*** Opening SOURCE MATERIAL ***
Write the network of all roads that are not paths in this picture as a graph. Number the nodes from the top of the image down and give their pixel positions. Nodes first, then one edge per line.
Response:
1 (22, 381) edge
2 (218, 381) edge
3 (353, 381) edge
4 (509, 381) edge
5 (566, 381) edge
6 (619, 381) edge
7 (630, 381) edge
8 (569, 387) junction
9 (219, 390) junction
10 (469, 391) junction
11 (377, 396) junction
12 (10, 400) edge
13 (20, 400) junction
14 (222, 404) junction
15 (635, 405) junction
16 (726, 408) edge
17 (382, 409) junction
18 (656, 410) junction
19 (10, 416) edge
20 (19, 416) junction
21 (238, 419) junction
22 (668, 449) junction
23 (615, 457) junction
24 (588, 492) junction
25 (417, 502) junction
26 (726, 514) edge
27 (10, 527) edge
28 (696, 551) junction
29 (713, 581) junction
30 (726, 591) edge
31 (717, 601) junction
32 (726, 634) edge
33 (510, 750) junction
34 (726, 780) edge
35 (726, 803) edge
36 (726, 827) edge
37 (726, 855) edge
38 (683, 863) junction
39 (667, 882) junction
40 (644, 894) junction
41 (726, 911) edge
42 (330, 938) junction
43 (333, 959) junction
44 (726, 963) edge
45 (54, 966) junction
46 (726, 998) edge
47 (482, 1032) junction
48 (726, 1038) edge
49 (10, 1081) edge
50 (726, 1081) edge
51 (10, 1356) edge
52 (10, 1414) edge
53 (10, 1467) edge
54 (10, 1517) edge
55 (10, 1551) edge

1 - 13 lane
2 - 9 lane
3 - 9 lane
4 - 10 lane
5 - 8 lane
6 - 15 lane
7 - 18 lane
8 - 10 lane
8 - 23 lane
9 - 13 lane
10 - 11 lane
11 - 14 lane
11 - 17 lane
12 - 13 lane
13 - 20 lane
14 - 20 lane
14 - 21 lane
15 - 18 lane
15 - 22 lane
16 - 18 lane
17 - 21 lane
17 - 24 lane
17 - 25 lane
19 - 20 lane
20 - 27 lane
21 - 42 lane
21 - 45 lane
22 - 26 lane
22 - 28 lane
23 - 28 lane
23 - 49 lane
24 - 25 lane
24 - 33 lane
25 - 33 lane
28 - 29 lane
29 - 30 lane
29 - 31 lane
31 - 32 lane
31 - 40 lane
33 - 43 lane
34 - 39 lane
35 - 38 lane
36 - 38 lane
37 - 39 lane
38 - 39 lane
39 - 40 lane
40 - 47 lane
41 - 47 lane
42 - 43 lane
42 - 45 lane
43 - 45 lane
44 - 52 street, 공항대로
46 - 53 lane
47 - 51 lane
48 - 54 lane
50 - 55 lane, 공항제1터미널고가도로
*** Closing SOURCE MATERIAL ***
*** Opening SOURCE MATERIAL ***
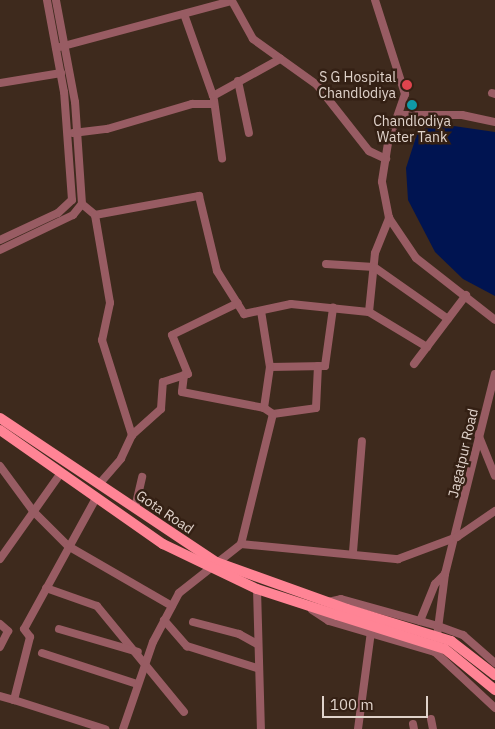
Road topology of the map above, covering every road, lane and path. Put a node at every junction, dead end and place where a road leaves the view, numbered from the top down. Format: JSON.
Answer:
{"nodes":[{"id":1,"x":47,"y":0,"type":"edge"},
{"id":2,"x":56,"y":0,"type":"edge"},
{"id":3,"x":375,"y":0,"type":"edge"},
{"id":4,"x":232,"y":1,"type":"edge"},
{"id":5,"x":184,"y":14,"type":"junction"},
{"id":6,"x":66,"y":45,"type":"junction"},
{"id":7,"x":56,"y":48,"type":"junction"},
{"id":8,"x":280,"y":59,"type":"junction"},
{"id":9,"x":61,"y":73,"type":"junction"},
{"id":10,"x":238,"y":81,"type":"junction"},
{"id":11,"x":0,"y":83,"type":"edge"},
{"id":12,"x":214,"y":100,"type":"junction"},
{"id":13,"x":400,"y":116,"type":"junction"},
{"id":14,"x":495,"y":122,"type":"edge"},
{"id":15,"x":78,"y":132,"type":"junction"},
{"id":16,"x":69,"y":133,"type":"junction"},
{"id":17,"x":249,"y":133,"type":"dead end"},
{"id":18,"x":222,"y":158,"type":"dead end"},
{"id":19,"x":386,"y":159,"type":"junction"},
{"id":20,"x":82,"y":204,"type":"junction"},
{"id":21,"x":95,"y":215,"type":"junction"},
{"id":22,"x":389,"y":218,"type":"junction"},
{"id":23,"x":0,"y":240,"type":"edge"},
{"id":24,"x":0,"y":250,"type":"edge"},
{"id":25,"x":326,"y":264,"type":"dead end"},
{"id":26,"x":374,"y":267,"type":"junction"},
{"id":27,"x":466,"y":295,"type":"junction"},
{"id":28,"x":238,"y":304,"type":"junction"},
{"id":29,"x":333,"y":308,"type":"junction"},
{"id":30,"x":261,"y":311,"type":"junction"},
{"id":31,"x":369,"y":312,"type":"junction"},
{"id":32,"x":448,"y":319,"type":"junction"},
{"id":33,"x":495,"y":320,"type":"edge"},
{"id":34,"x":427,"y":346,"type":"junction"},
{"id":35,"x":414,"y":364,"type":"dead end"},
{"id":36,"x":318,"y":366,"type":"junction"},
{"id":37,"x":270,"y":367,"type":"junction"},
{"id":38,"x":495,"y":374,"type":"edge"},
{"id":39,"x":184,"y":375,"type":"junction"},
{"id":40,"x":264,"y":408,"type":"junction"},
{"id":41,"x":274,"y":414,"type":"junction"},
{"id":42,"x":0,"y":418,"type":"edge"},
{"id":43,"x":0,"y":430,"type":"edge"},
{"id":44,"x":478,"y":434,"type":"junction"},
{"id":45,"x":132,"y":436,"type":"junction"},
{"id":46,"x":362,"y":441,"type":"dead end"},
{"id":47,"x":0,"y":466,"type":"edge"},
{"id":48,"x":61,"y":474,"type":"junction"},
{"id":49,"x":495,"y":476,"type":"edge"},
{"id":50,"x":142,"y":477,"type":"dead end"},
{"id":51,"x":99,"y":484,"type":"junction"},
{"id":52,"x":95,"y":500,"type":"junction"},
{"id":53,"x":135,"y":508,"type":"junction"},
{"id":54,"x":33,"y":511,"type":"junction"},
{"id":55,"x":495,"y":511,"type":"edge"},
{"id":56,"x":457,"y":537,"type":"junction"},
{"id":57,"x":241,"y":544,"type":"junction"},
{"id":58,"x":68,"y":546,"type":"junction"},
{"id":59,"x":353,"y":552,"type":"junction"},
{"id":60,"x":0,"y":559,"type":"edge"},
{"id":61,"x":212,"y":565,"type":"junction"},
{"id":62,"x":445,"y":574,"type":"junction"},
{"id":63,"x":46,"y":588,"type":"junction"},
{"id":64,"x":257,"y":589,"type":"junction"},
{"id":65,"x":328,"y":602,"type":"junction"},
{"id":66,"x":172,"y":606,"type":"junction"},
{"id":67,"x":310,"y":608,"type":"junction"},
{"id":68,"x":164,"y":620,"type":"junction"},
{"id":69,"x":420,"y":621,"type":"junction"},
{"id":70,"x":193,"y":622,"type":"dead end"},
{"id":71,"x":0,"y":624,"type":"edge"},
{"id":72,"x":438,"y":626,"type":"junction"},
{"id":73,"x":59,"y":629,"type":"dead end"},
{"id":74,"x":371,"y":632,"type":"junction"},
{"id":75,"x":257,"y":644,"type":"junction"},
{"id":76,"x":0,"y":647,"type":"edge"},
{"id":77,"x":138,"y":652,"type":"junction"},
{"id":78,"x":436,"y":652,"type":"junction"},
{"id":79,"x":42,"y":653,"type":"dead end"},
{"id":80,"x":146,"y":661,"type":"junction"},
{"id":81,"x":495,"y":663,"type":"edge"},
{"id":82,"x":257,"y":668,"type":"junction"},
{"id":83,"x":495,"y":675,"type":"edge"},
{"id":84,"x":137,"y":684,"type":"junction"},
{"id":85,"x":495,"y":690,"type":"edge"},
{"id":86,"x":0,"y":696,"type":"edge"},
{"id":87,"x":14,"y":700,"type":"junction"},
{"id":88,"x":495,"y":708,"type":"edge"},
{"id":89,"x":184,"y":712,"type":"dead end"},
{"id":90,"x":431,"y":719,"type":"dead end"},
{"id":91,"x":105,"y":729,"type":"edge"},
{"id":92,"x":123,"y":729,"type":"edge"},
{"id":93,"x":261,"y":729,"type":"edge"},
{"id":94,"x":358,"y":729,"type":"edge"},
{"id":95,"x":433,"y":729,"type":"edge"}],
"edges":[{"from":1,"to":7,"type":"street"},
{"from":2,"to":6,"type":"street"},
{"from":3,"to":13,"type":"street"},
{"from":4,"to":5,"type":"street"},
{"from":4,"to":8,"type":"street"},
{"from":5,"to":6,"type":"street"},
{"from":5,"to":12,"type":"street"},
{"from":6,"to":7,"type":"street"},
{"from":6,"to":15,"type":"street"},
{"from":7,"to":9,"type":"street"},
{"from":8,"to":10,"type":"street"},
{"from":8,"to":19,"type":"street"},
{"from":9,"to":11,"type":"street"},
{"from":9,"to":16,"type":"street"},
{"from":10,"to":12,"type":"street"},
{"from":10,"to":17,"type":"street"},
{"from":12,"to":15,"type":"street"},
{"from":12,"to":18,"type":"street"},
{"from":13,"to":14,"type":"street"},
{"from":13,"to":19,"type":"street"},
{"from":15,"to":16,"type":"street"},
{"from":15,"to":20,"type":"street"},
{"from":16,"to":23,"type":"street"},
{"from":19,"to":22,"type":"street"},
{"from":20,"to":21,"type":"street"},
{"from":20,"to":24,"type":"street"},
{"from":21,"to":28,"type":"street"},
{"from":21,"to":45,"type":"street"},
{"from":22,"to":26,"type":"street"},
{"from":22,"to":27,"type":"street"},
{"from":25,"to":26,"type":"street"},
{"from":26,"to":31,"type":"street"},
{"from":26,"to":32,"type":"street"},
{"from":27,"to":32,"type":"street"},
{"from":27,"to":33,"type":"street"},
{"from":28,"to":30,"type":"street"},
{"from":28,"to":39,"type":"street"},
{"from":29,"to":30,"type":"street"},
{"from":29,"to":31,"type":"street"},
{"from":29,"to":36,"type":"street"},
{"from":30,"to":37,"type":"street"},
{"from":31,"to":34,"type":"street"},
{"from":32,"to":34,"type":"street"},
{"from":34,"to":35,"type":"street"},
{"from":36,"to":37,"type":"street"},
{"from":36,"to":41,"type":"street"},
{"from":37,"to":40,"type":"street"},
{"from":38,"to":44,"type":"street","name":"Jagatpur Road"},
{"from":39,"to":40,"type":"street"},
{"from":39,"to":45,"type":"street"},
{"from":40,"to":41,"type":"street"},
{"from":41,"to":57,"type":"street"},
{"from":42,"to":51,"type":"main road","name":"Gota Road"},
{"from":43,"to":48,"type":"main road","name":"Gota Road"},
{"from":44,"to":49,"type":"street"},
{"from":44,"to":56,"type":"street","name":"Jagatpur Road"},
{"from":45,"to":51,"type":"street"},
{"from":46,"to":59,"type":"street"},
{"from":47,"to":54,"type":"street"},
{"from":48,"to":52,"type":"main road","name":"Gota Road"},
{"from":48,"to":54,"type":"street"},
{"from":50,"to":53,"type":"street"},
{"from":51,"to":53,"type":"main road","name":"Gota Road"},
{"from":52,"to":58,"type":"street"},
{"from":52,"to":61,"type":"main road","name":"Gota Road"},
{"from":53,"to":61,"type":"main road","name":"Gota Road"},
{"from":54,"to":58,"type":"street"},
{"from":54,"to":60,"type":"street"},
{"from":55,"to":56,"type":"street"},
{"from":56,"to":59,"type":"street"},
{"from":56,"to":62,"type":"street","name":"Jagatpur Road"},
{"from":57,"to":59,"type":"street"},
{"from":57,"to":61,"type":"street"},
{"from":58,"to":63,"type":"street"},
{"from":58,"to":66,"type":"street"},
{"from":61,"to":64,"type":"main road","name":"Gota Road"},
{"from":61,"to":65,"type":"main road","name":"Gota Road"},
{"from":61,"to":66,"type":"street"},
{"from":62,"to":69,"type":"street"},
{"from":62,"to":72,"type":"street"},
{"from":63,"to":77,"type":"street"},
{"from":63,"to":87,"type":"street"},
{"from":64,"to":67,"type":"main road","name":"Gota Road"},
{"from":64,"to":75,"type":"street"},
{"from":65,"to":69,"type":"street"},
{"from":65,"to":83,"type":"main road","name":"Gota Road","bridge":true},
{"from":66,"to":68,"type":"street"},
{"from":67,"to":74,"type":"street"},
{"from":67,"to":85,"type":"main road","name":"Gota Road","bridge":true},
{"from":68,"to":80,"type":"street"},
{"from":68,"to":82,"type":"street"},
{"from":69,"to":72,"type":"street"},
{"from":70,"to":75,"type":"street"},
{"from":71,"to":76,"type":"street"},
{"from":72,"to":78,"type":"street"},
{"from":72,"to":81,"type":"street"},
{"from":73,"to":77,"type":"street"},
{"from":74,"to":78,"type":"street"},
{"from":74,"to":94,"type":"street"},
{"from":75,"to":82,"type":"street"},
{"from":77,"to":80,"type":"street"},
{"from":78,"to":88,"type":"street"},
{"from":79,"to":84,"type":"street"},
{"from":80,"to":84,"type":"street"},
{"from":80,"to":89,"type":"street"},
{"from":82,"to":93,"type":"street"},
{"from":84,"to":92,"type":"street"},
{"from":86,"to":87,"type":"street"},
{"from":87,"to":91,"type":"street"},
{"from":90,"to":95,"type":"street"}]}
*** Closing SOURCE MATERIAL ***
» **ACTION ITEM**: State how many lines above contain the word "nodes", and nothing more.

» **PROBLEM SOLUTION**: 2